Short feedback loops

In order to be able to decide quickly what our next move will be, short feedback loops are completely mandatory.

To begin with, we wouldn’t all be able to work together in the same codebase without a certain number of survival practices:

  • A new version of the product is released at least once a day; we couldn’t do it without relying heavily on continuous integration, code reviews, and our 8 000 tests harness, a lot of them written using TDD.
  • We have a big monolith but we work with feature teams having well delineated functional scopes and all the required skills so they can make decisions concerning the product quickly and autonomously. All of these teams, of course, use practices such as close collaboration between tech and product, daily standup meetings, and team retrospectives to enforce early feedback and continuous improvement.
  • Almost thirty developers working on the same codebase could be painful, however, short lived pull requests (75% have a lifetime under 3 days) and a lot of feature toggles allow us to keep a shared ownership of the different parts of the codebase without getting in each other’s way.

Another important source of feedback is the application itself, with feature usage and KPIs on the product side, and performance and system monitoring using tools like New Relic, Grafana or Sensu on the technical side. With all this we get instant feedback to react to incidents, but also obtain aggregated data in the long term so we can analyze progression and anticipate our next moves.

Can we become a giant?

So, everything is perfect! Of course not. Parts of our code grow quickly and become very complex, so we must be careful and refactor it before it becomes too difficult to maintain. Outages happen, and we have to learn from them in order to anticipate how to better adapt to the fast growth of our business.
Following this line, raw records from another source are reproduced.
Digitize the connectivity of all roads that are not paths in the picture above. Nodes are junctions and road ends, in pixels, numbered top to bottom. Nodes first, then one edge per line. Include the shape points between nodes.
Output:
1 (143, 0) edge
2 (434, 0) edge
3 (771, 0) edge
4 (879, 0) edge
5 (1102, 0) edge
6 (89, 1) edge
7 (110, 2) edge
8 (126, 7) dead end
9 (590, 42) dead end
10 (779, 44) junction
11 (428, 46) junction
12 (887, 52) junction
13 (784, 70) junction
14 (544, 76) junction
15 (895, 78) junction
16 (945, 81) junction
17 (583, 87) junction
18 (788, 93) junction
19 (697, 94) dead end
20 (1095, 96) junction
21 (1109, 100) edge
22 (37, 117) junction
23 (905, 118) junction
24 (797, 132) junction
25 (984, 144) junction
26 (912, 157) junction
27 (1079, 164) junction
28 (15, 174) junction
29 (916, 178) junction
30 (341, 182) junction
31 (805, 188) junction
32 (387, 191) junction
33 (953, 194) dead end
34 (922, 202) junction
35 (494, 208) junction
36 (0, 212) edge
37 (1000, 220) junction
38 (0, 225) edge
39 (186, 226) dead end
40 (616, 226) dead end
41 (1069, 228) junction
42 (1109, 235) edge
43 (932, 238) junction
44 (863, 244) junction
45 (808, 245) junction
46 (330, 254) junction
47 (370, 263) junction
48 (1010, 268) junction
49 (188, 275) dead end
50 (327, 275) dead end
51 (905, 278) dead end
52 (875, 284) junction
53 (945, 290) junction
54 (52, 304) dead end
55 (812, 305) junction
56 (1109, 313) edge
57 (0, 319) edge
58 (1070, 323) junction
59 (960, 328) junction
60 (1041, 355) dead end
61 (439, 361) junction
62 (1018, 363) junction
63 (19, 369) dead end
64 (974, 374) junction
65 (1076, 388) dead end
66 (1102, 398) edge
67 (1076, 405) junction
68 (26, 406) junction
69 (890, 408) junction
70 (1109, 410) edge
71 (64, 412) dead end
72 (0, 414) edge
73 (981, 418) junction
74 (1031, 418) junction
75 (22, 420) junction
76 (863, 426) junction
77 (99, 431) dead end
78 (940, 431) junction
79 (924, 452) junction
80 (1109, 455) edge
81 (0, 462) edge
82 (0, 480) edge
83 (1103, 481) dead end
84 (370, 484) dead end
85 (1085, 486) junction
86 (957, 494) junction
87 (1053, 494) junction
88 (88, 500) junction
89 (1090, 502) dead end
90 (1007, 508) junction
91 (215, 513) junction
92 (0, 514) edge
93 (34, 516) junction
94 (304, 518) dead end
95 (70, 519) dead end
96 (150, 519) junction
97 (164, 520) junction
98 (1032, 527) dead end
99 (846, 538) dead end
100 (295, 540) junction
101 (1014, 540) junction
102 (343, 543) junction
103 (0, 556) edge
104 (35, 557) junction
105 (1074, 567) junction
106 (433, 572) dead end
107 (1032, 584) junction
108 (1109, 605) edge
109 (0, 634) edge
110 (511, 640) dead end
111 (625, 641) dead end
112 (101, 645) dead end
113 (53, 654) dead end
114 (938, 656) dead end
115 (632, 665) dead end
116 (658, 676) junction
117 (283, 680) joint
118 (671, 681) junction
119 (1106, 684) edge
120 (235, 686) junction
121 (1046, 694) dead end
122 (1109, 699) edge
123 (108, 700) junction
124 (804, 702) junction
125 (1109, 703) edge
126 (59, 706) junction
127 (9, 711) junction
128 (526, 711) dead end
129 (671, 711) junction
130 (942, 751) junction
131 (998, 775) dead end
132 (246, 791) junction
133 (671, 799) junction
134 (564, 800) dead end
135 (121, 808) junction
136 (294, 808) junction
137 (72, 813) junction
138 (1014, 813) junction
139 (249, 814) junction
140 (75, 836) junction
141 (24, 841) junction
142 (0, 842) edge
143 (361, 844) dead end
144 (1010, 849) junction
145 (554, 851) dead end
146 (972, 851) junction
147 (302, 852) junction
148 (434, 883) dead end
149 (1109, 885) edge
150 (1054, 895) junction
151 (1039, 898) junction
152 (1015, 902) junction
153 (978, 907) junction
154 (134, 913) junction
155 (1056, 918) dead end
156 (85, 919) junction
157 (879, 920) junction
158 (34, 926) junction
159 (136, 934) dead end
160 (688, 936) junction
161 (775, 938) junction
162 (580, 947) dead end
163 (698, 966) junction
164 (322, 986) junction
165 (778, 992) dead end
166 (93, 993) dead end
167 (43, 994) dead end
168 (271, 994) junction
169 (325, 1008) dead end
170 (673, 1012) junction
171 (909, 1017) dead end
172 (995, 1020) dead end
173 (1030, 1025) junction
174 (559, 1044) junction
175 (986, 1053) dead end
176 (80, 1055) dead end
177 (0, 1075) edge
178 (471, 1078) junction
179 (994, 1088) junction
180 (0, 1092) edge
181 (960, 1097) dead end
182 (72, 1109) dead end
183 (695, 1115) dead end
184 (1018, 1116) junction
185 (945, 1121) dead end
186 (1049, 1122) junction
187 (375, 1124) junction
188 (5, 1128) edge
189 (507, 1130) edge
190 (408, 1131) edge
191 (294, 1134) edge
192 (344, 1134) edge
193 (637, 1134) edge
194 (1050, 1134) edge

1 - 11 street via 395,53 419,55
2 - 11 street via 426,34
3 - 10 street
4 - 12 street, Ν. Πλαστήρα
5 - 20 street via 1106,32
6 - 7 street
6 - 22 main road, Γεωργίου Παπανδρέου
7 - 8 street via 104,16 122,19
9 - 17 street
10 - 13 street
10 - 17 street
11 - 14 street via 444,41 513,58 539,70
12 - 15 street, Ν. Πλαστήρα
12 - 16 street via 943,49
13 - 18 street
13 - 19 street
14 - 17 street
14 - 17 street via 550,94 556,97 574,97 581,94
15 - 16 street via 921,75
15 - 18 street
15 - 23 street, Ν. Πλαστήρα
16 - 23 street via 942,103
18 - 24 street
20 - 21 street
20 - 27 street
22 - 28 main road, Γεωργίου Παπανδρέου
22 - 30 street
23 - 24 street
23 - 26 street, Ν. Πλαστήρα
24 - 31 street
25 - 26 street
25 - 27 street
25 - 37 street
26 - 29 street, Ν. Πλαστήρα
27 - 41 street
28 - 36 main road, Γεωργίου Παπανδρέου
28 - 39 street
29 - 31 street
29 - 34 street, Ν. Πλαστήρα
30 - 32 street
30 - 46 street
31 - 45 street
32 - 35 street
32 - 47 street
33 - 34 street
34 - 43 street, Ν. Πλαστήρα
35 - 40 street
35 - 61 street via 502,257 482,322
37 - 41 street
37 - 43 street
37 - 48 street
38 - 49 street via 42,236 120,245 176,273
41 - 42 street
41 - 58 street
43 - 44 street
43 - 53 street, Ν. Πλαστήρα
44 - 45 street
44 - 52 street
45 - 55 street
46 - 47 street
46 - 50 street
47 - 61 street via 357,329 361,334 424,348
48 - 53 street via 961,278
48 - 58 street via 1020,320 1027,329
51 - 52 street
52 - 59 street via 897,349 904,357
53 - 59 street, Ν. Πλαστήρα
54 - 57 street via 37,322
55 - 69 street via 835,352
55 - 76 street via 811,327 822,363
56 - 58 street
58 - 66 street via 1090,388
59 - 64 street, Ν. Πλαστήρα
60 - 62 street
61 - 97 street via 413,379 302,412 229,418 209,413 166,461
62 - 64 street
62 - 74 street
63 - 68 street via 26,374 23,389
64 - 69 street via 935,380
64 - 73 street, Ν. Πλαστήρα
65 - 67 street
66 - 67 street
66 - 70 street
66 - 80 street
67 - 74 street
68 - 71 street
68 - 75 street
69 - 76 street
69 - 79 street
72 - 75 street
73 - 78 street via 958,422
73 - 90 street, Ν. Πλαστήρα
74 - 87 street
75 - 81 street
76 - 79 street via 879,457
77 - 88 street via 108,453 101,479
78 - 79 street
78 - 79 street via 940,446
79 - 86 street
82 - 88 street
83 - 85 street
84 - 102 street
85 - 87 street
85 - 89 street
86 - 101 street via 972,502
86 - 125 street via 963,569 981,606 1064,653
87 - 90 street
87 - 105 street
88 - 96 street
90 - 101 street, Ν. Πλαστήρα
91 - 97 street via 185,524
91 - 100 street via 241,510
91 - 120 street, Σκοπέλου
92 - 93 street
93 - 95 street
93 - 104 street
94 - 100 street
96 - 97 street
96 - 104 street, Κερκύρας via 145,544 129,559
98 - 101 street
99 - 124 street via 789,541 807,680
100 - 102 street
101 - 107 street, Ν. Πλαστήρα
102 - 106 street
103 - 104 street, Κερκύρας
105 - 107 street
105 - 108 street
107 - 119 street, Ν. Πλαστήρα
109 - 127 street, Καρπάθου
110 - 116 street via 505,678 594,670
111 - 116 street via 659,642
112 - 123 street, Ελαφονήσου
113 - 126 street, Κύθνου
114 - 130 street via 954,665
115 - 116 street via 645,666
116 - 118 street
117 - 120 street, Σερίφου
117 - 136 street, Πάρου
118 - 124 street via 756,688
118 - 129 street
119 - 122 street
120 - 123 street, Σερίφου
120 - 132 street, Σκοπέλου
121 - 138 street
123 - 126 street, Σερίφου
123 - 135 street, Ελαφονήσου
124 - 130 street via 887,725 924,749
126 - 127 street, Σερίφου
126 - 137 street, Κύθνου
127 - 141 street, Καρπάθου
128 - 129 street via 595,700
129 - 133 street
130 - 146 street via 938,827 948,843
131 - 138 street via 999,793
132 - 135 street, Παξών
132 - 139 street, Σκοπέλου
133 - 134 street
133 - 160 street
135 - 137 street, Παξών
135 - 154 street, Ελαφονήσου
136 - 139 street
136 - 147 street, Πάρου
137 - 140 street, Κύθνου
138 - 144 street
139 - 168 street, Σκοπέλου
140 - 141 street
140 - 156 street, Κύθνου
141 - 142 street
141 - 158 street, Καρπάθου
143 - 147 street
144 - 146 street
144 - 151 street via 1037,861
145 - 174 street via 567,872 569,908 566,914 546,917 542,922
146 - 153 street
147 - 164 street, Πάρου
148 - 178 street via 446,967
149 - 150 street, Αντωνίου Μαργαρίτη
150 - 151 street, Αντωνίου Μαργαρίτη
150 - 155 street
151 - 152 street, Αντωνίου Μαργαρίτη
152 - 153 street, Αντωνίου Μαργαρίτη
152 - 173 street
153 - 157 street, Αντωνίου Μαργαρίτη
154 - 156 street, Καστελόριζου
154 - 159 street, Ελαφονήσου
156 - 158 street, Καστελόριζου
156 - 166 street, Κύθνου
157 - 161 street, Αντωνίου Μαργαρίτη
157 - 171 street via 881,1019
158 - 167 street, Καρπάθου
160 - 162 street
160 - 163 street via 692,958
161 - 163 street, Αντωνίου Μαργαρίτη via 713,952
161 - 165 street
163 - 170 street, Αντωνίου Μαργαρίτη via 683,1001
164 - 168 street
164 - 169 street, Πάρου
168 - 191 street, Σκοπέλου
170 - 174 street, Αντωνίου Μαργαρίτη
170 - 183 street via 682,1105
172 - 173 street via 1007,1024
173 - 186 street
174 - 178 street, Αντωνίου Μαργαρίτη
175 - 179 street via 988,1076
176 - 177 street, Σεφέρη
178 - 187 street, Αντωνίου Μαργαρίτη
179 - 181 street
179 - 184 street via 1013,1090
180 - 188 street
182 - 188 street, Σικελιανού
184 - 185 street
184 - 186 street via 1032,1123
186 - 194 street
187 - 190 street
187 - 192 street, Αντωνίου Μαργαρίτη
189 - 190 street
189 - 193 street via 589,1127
As in every company, sometimes we invest too little on a subject, other times too much. This is probably the hardest part; because our business has grown, we’re no longer a small startup that can only rely on short term decisions. We have to adapt and find new solutions to climb to the next step. It is a delicate balance, in that it is important not to move too quickly or risk the introduction of a big change too early. Engineers from web giants like Facebook or Google would never have imagined what their architecture would look like five or ten years after they started. Even if they could have, they would never be where they are now if they tried to start building it day one.

Despite its provocative title, this article is not a praise for monolith: we don’t know what our software will look like in a few years, maybe it won’t even be a monolith anymore. It’s a praise for pragmatism. We strongly believe that being pragmatic is much of what has granted our success, and will continue to help us do so for the years to come.

And here is the great news: our codebase is a monolith, using rather simple architectural principles with an infrastructure using mostly vertical scaling, and we just started to explore different paths for specific cases, like horizontal scaling or caching. But this is just the beginning for us: there are still plenty of not silver bullets out there and that’s a very good thing to know.